DATA FOR PROCESSING:
------------------------------------
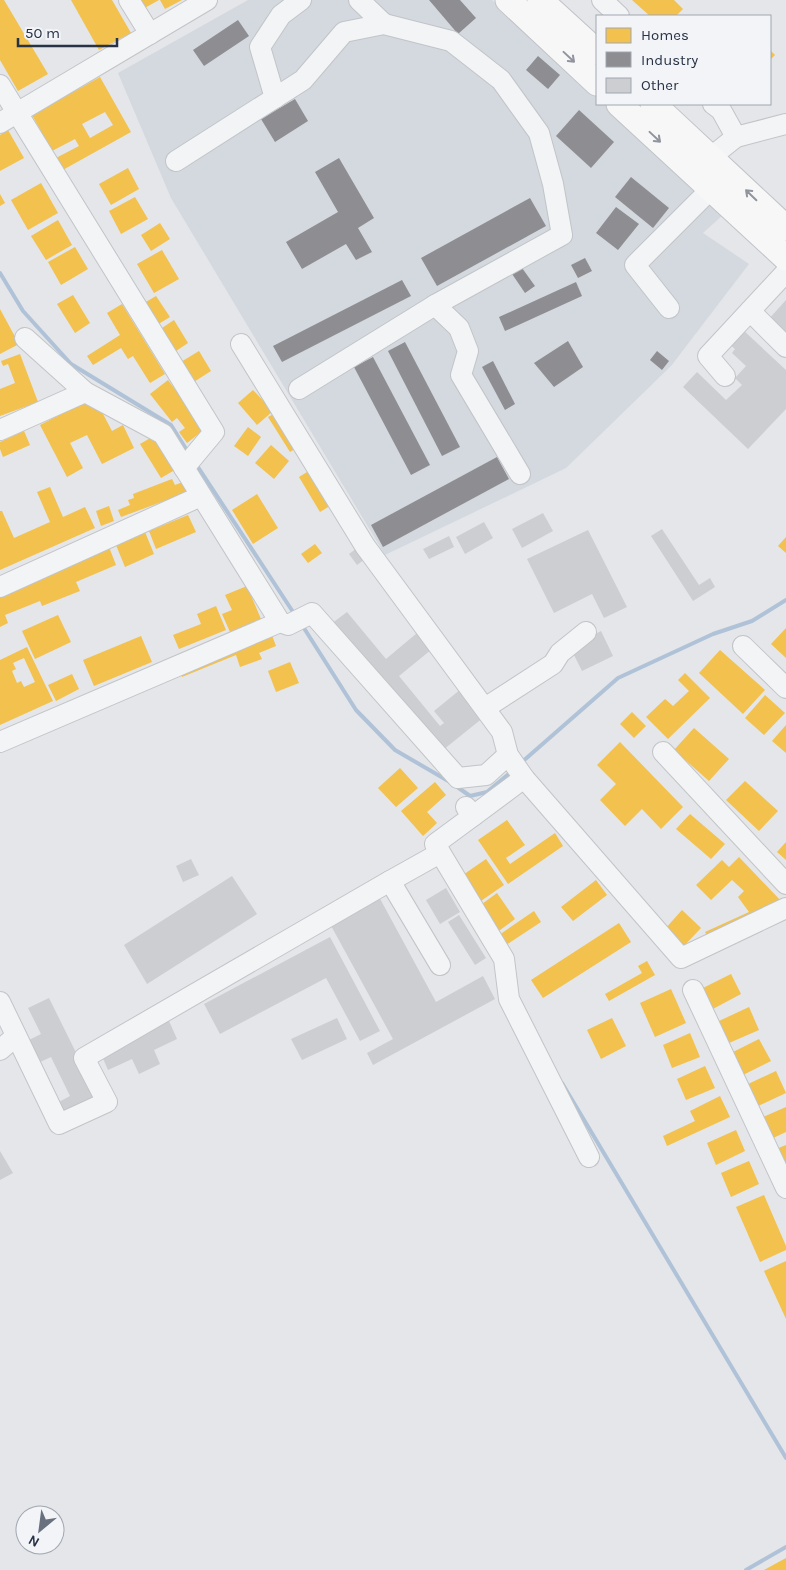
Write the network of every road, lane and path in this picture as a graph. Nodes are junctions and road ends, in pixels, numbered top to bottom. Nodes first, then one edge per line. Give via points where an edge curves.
1 (130, 0) edge
2 (207, 0) edge
3 (301, 0) edge
4 (359, 0) edge
5 (508, 0) edge
6 (540, 0) edge
7 (602, 0) edge
8 (618, 15) edge
9 (384, 24) junction
10 (552, 26) junction
11 (150, 34) junction
12 (596, 51) edge
13 (596, 83) edge
14 (0, 85) edge
15 (275, 98) junction
16 (620, 105) edge
17 (654, 105) edge
18 (714, 105) edge
19 (8, 118) edge
20 (786, 124) edge
21 (736, 137) junction
22 (711, 157) junction
23 (176, 161) dead end
24 (711, 190) junction
25 (786, 228) edge
26 (786, 258) edge
27 (782, 283) edge
28 (435, 305) junction
29 (668, 308) dead end
30 (750, 311) junction
31 (25, 338) dead end
32 (241, 344) dead end
33 (786, 346) edge
34 (725, 376) dead end
35 (299, 389) dead end
36 (85, 392) junction
37 (0, 430) edge
38 (190, 462) junction
39 (520, 474) dead end
40 (201, 496) junction
41 (0, 587) edge
42 (280, 622) junction
43 (586, 632) dead end
44 (743, 646) dead end
45 (786, 688) edge
46 (485, 708) junction
47 (0, 742) edge
48 (662, 752) dead end
49 (508, 755) junction
50 (524, 778) junction
51 (440, 853) junction
52 (390, 881) junction
53 (786, 884) edge
54 (786, 908) edge
55 (440, 965) dead end
56 (692, 990) dead end
57 (0, 1002) edge
58 (16, 1036) junction
59 (0, 1050) edge
60 (589, 1158) dead end
61 (786, 1188) edge

1 - 11 street
2 - 11 street
3 - 15 street via 281,15 260,47
4 - 9 street
5 - 10 main road
6 - 10 main road
7 - 8 street
9 - 15 street via 344,32 304,80
9 - 28 street via 451,41 501,80 539,133 554,184 562,236
10 - 12 main road
10 -> 13 main road
11 - 19 street
14 - 19 street
15 - 23 street
16 -> 24 main road
17 - 22 main road
18 - 21 street
19 - 38 street via 214,432
20 - 21 street
21 - 22 street
25 -> 22 main road
24 - 26 main road
24 - 29 street via 635,265
27 - 30 street
28 - 35 street
28 - 39 street via 459,328 468,352 461,375
30 - 33 street
30 - 34 street via 708,356
31 - 36 street
32 - 46 street via 365,546
36 - 37 street
36 - 38 street via 163,434
38 - 40 street
40 - 41 street
40 - 42 street
42 - 47 street
42 - 49 street via 288,625 312,613 458,778 486,775
43 - 46 street via 560,653 554,664
44 - 45 street
46 - 49 street via 502,732
48 - 53 street
49 - 50 street
50 - 51 street via 469,811 435,844
50 - 54 street via 681,958
51 - 52 street
51 - 60 street via 504,959 509,999
52 - 55 street
52 - 58 street via 84,1058 107,1102 59,1124
56 - 61 street
57 - 58 street
58 - 59 street

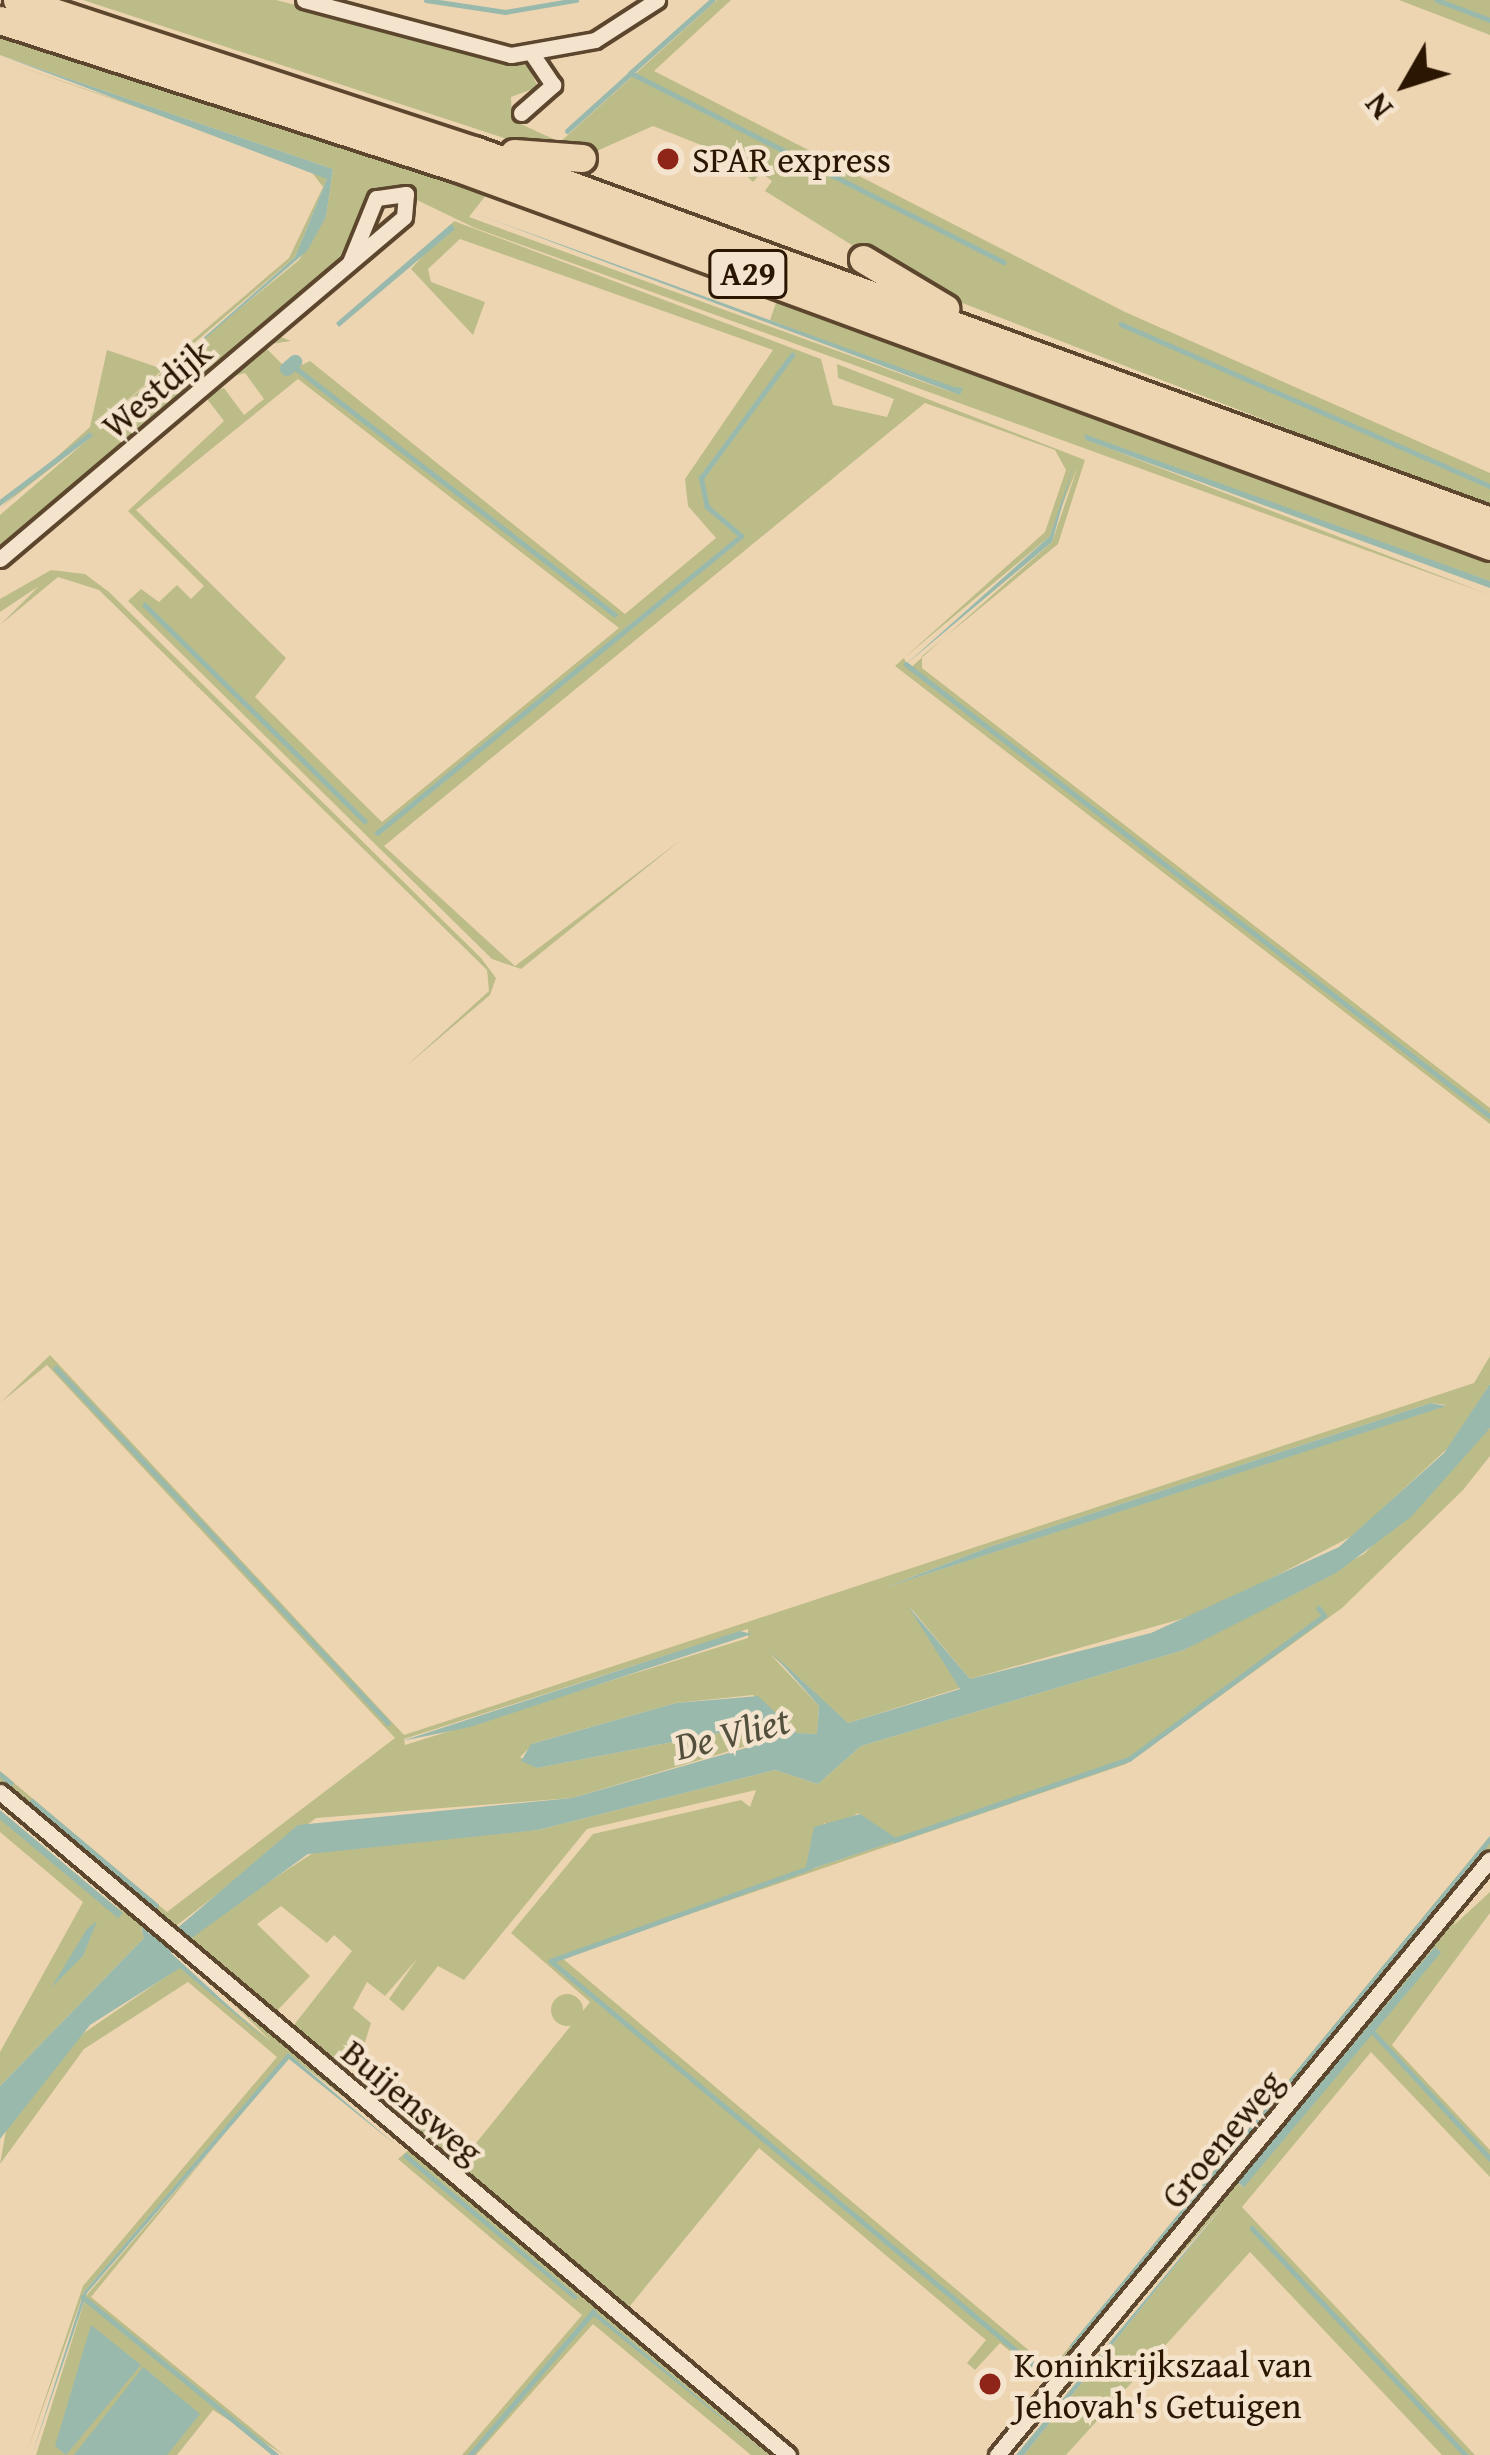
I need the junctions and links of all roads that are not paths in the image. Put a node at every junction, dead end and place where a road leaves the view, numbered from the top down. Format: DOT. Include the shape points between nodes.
graph roads {
  1 [pos="17,0"];
  2 [pos="304,0"];
  3 [pos="657,0"];
  4 [pos="0,20"];
  5 [pos="532,54"];
  6 [pos="521,113"];
  7 [pos="474,150"];
  8 [pos="582,158"];
  9 [pos="863,260"];
  10 [pos="350,262"];
  11 [pos="1000,341"];
  12 [pos="1490,521"];
  13 [pos="1490,546"];
  14 [pos="0,559"];
  15 [pos="0,1792"];
  16 [pos="1490,1859"];
  17 [pos="788,2455"];
  18 [pos="998,2455"];
  1 -- 7 [label="highway, A29"];
  2 -- 5 [label="street" via="454,47"];
  3 -- 5 [label="street" via="595,40"];
  4 -- 13 [label="highway, A29" via="456,167"];
  5 -- 6 [label="street" via="553,85"];
  7 -- 8 [label="highway, A29"];
  7 -- 11 [label="highway, A29"];
  9 -- 11 [label="highway, A29"];
  10 -- 10 [label="street, Westdijk" via="408,212 406,194 376,199"];
  10 -- 14 [label="street, Westdijk"];
  11 -- 12 [label="highway, A29"];
  15 -- 17 [label="street, Buijensweg"];
  16 -- 18 [label="street, Groeneweg"];
}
------------------------------------
Search the data above for "highway" and copy every line where it turns up.

  1 -- 7 [label="highway, A29"];
  4 -- 13 [label="highway, A29" via="456,167"];
  7 -- 8 [label="highway, A29"];
  7 -- 11 [label="highway, A29"];
  9 -- 11 [label="highway, A29"];
  11 -- 12 [label="highway, A29"];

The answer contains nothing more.